El Gobernador de Buenos Aires, Axel Kicillof, intensificó su postura política en un evento celebrado en la Facultad de Ciencias Exactas de la UBA, dejando entrever su intención de ser candidato a Presidente de la Nación. En un discurso que marcó un cambio de tono y audacia, Kicillof enfatizó la necesidad de evitar dilaciones en la definición de candidatos y de construir un proyecto político nacional basado en su gestión provincial.
El acto, denominado MDF Universidad y Ciencia, se convirtió en un punto de partida para la elección del año que viene, donde Kicillof abordó la urgencia de responder al desencanto y enojo social, reconociendo la necesidad de autocrítica dentro del peronismo. Subrayó que la mayoría de la sociedad argentina no se identifica con la batalla cultural impuesta por Javier Milei, afirmando que no es que colonizaron las cabezas de todo el mundo y que los argentinos no están en contra de la soberanía, la universidad pública o las obras públicas.
Kicillof instó a la militancia y dirigencia de la oposición a conectar con aquellos desmotivados y a quienes cuesta entusiasmar, presentando el MDF como la herramienta para lograrlo. Acompañado por figuras clave de su gabinete como Carlos Bianco, Cristina Álvarez Rodríguez, Gabriel Katopodis y Javier Rodríguez, el Gobernador bonaerense criticó duramente la gestión de Milei, calificándola como un tiempo oscuro y denunciando un plan de destrucción masiva que va más allá del ajuste económico, apuntando directamente a la universidad pública y al sistema tecnológico argentino.
En este contexto, Kicillof advirtió sobre el riesgo de que el sistema científico e intelectual argentino se vea ajeno a la experiencia de gobierno, planteando la necesidad de evitar que la Argentina repita errores del pasado. El Gobernador realizó un recorrido por el pasado, presente y futuro, modificando su estilo discursivo para adoptar un tono más audaz y arriesgado, en contraste con sus actos anteriores, que se caracterizaron por ser más cautelosos y destinados a consolidar su narrativa.
Kicillof se mostró convencido de su candidatura presidencial, pero reconoció la importancia de la cautela ante los tiempos del calendario y la atomización del peronismo nacional. Su entorno político percibe un cambio en la opinión pública, con un creciente enojo hacia la gestión libertaria y una demanda de una nueva oferta electoral de la oposición. Buscan ofrecer una alternativa que evite la frustración de los ciudadanos que no encuentran respuestas en el actual gobierno.
El Gobernador recordó la experiencia del gobierno de Cambiemos, señalando que la percepción de una supremacía duradera no se materializó, y advirtió que el fenómeno de Milei es particular y transitorio. Durante el acto, se escucharon repetidas veces cánticos de Axel Presidente , lo que refleja el creciente apoyo a su candidatura. Kicillof enfatizó la necesidad de imprimirle un nuevo ritmo a su recorrido político, buscando un equilibrio entre las necesidades reales del electorado y las presiones internas de la política.

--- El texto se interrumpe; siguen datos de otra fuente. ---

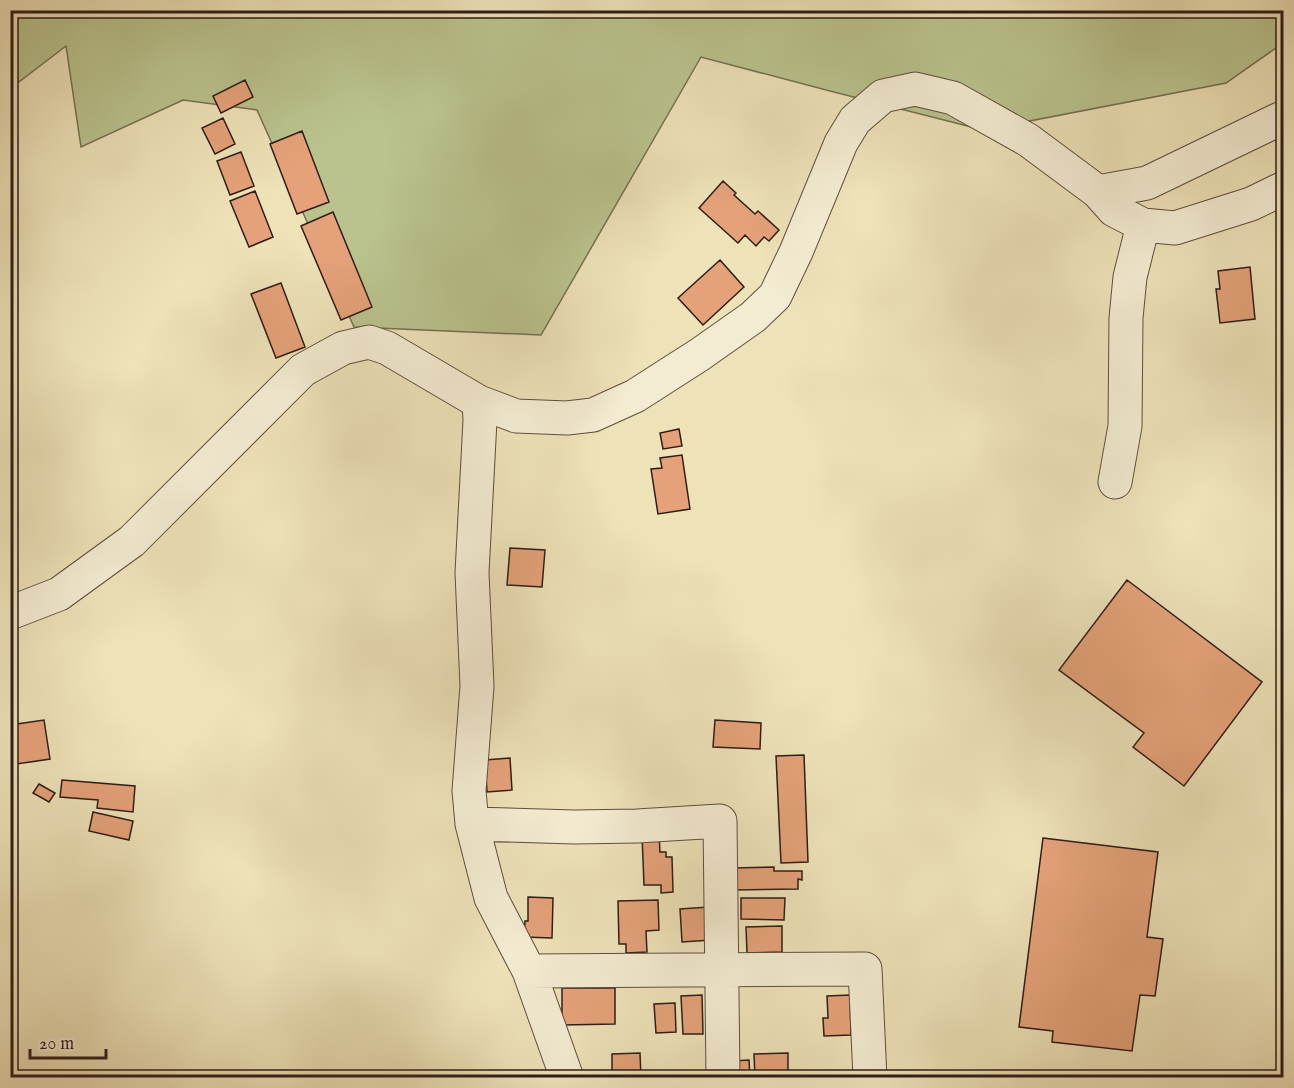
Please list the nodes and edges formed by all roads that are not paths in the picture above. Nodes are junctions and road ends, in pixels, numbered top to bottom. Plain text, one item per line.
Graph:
1 (1284, 117) edge
2 (1284, 188) edge
3 (1098, 192) junction
4 (1143, 225) junction
5 (479, 402) junction
6 (1115, 482) dead end
7 (10, 614) edge
8 (472, 824) junction
9 (722, 970) junction
10 (530, 971) junction
11 (567, 1077) edge
12 (723, 1077) edge
13 (870, 1077) edge

1 - 3 street
2 - 4 street
3 - 4 street
3 - 5 street
4 - 6 street
5 - 7 street
5 - 8 street
8 - 9 street
8 - 10 street
9 - 10 street
9 - 12 street
9 - 13 street
10 - 11 street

La vicedecana de la Facultad de Ciencias Exactas, Valeria Levy, describió la situación crítica del sistema universitario y científico al inicio del acto, criticando las políticas públicas de Milei. Antes de ceder la palabra a Kicillof, le expresó su confianza en que podría regresar a la facultad en el futuro como Presidente de la Nación. Kicillof respondió con una sonrisa y una postura que reflejaba incomodidad y satisfacción, confirmando que la idea de ser candidato a presidente ocupa un lugar central en sus pensamientos.
El Gobernador bonaerense entiende que debe acelerar el ritmo de construcción política, pero también encontrar el equilibrio entre las demandas de la sociedad y las dinámicas complejas de la política argentina. Su discurso en la UBA marcó un punto de inflexión en su estrategia, dejando en claro su ambición presidencial y su determinación de liderar un proyecto político nacional que responda a las necesidades y expectativas de los argentinos. La tarea es enorme, pero Kicillof se muestra confiado en que puede construir una alternativa viable y atractiva para el electorado, superando el desencanto y el enojo que han marcado el último período político del país. La oposición, según Kicillof, debe enfocarse en conectar con aquellos que no se sienten representados por la actual gestión y ofrecer soluciones concretas a los problemas que afectan a la vida cotidiana de los argentinos.